SUPPLIED RECORDS Block Start
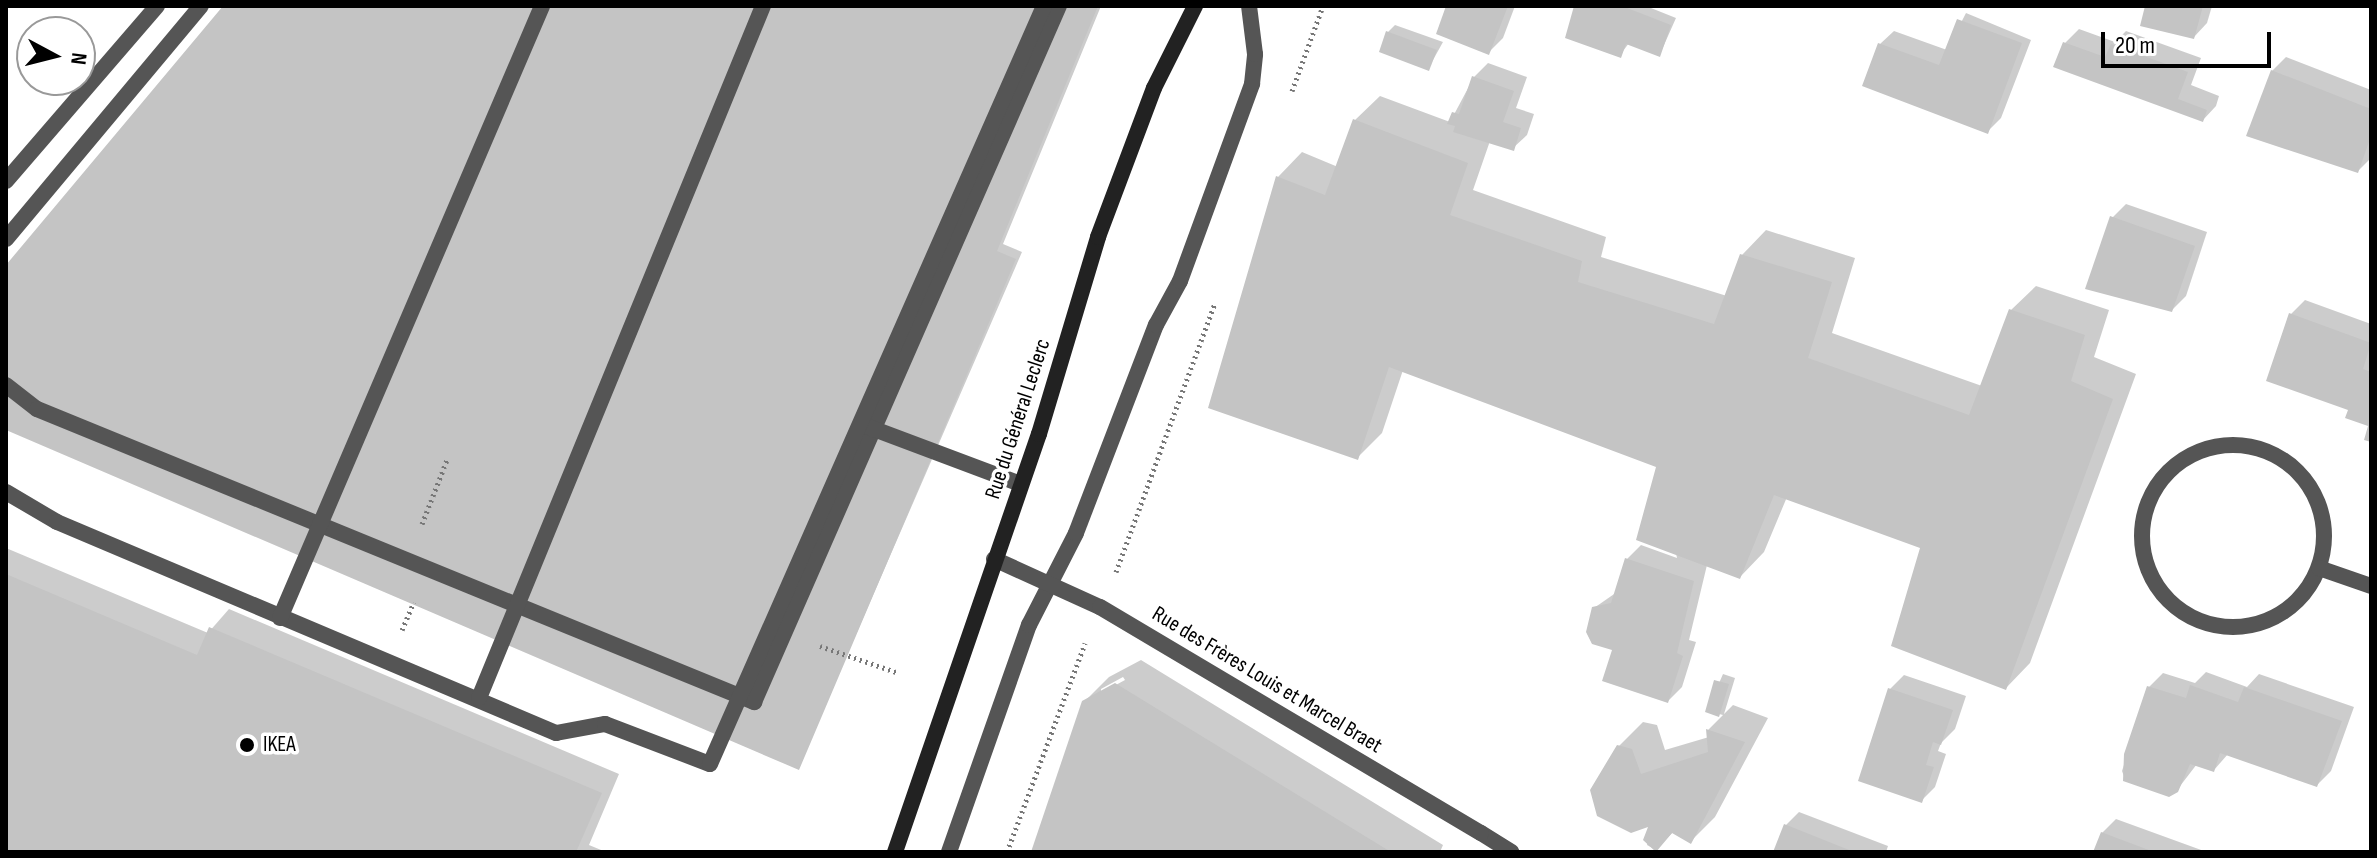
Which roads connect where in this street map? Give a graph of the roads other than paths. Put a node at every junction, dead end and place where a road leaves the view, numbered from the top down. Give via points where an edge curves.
1 (157, 6) edge
2 (201, 6) edge
3 (542, 6) edge
4 (763, 6) edge
5 (1044, 6) edge
6 (1059, 6) edge
7 (1195, 6) edge
8 (1249, 6) edge
9 (6, 181) edge
10 (6, 239) edge
11 (6, 385) edge
12 (860, 424) junction
13 (1020, 484) junction
14 (6, 492) edge
15 (994, 559) junction
16 (2319, 568) junction
17 (1051, 582) junction
18 (2371, 586) edge
19 (280, 618) junction
20 (479, 698) junction
21 (895, 852) edge
22 (949, 852) edge
23 (1512, 852) edge

1 - 9 street
2 - 10 street
3 - 19 street
4 - 20 street
5 - 12 street
6 - 11 street via 754,702 37,409
7 - 13 main road, Rue du Général Leclerc via 1154,88 1098,237
8 - 17 street via 1255,54 1252,84 1180,281 1156,325 1076,533
12 - 13 street
12 - 20 street via 710,764 605,724 556,733
13 - 15 main road, Rue du Général Leclerc
14 - 19 street via 57,522
15 - 17 street, Rue des Frères Louis et Marcel Braet
15 - 21 main road, Rue du Général Leclerc
16 - 16 street via 2325,539 2322,510 2309,483 2288,462 2261,448 2232,444 2190,456 2157,485 2145,512 2141,541 2147,569 2161,592 2205,624 2261,624 2306,592
16 - 18 street
17 - 22 street via 1029,625
17 - 23 street, Rue des Frères Louis et Marcel Braet
19 - 20 street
SUPPLIED RECORDS Block End
### TASK ITEM
Write out the entries above word for word. Do not include the pictures.

### SOLUTION FOR THIS PROBLEM
Which roads connect where in this street map? Give a graph of the roads other than paths. Put a node at every junction, dead end and place where a road leaves the view, numbered from the top down. Give via points where an edge curves.
1 (157, 6) edge
2 (201, 6) edge
3 (542, 6) edge
4 (763, 6) edge
5 (1044, 6) edge
6 (1059, 6) edge
7 (1195, 6) edge
8 (1249, 6) edge
9 (6, 181) edge
10 (6, 239) edge
11 (6, 385) edge
12 (860, 424) junction
13 (1020, 484) junction
14 (6, 492) edge
15 (994, 559) junction
16 (2319, 568) junction
17 (1051, 582) junction
18 (2371, 586) edge
19 (280, 618) junction
20 (479, 698) junction
21 (895, 852) edge
22 (949, 852) edge
23 (1512, 852) edge

1 - 9 street
2 - 10 street
3 - 19 street
4 - 20 street
5 - 12 street
6 - 11 street via 754,702 37,409
7 - 13 main road, Rue du Général Leclerc via 1154,88 1098,237
8 - 17 street via 1255,54 1252,84 1180,281 1156,325 1076,533
12 - 13 street
12 - 20 street via 710,764 605,724 556,733
13 - 15 main road, Rue du Général Leclerc
14 - 19 street via 57,522
15 - 17 street, Rue des Frères Louis et Marcel Braet
15 - 21 main road, Rue du Général Leclerc
16 - 16 street via 2325,539 2322,510 2309,483 2288,462 2261,448 2232,444 2190,456 2157,485 2145,512 2141,541 2147,569 2161,592 2205,624 2261,624 2306,592
16 - 18 street
17 - 22 street via 1029,625
17 - 23 street, Rue des Frères Louis et Marcel Braet
19 - 20 street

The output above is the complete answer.